A flexibilidade e a conveniência em toda a cadeia logística são exigências dos e-shoppers europeus, em especial quanto se trata do método de pagamento e da respetiva entrega. O estudo aponta que as “preferências de pagamento e de entrega variam largamente de um país europeu para outro” e que “os e-shoppers querem poder escolher de entre uma vasta oferta de opções para encontrar a mais conveniente para si”.

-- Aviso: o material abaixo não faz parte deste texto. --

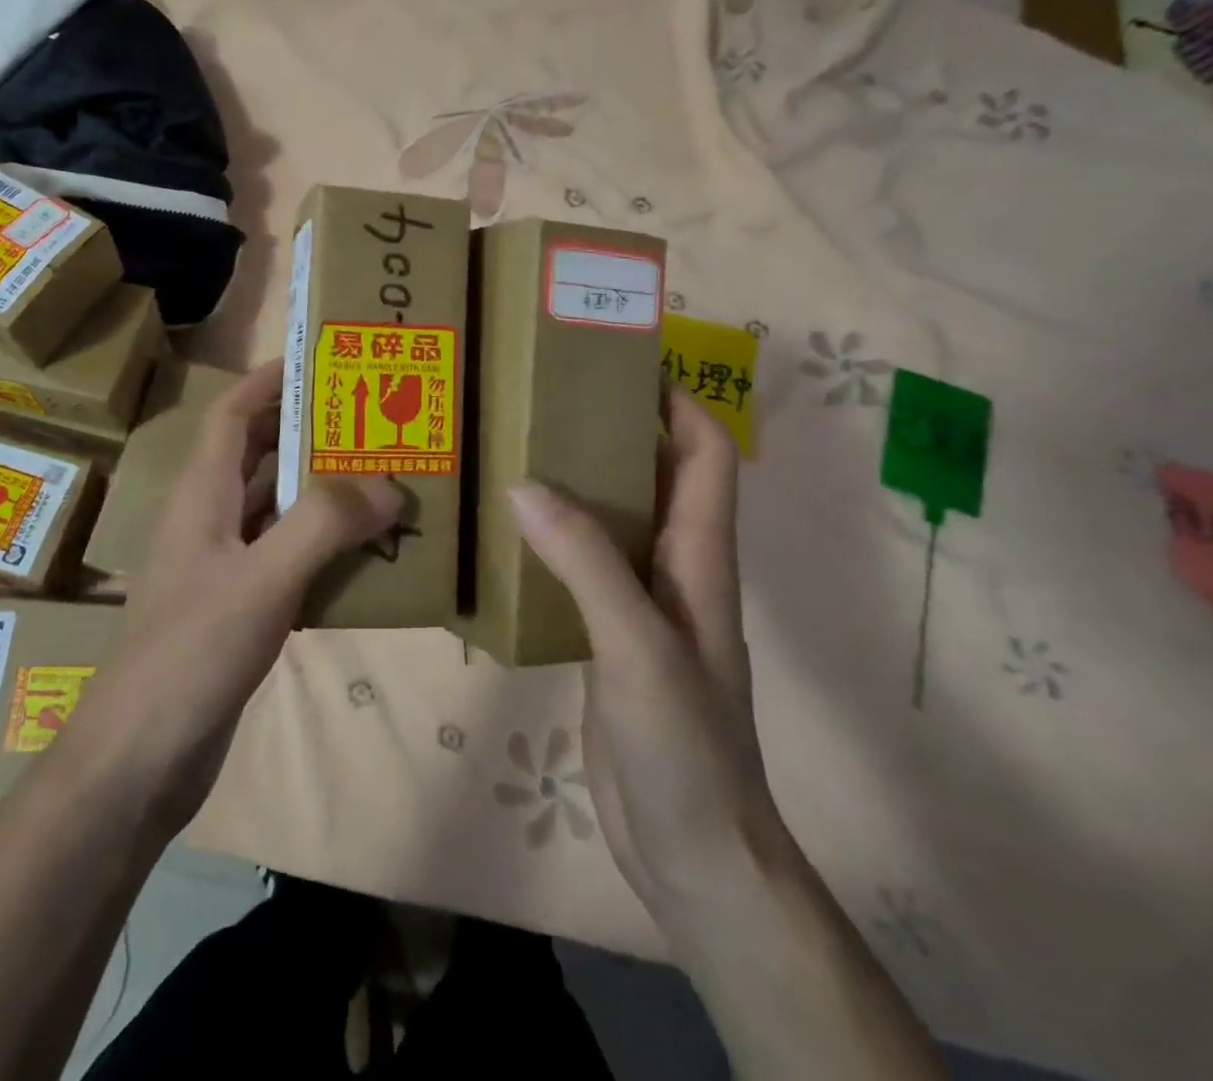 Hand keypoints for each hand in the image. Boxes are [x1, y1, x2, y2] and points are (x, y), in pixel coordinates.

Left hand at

Jean-Claude Sonet, diretor de Marketing do DPDgroup, refere que “o estudo deste ano sublinha o potencial claro que as compras cross-border representam. Um dos três fatores principais que podem ajudar as compras online cross-border relaciona-se com os comportamentos e requisitos locais, bem como com as necessidades específicas em cada mercado. Plataformas mobile-friendly são o segundo destes fatores, suportados pelo crescimento do e-commerce. E, finalmente mas não menos importante, garantir que a primeira experiência para os novos e-shoppers assegura a sua fidelização a longo prazo”.

Eletrificação da frota
A escolha por modos de distribuição mais sustentáveis em ambiente urbano faz parte de cada vez mais empresas deste setor. Carla Pereira, diretora de Marketing e Comunicação da Chronopost Portugal disse em exclusivo à Transportes em Revista que «nós temos uma política no nosso grupo muito robusta que se chama ‘Driving Change’ e que assenta em quatro eixos, desde a compensação e a redução carbónica, passando pelas ‘smart deliveries’, onde se incluem os drones e as bicicletas elétricas, e o empreendedorismo social».

Confrontada sobre possíveis novidades para Portugal em 2018, a responsável avançou que «quando falamos de outro tipo de atitudes e modos de entrega – bicicletas ou motorizadas elétricas –, posso dizer que em Portugal nós temos um projeto para o próximo ano, nomeadamente iniciarmos testes com bicicletas elétricas em Lisboa». Contudo, Carla Pereira não antevê facilidades. «Não é fácil, uma vez que Lisboa tem uma morfologia estranha para o fazer, mas a verdade é que estamos a pensar seguir em frente». Quanto à inclusão de drones de distribuição, Carla Pereira afirmou que «drones, para já não em Portugal. Temos uma linha comercial operacional no sul de França e que tem entregas regulares mas para Portugal ainda não estamos a pensar trazer o projeto».
Relativamente à restante frota comercial, a diretora de Marketing e Comunicação garantiu que «a nossa frota está preparada também para receber combustíveis alternativos» e que a empresa faz testes regulares com biodiesel e gás natural. «Temos essa preocupação e estudamos este tipo de alternativas para a nossa frota em Portugal», frisou Carla Pereira.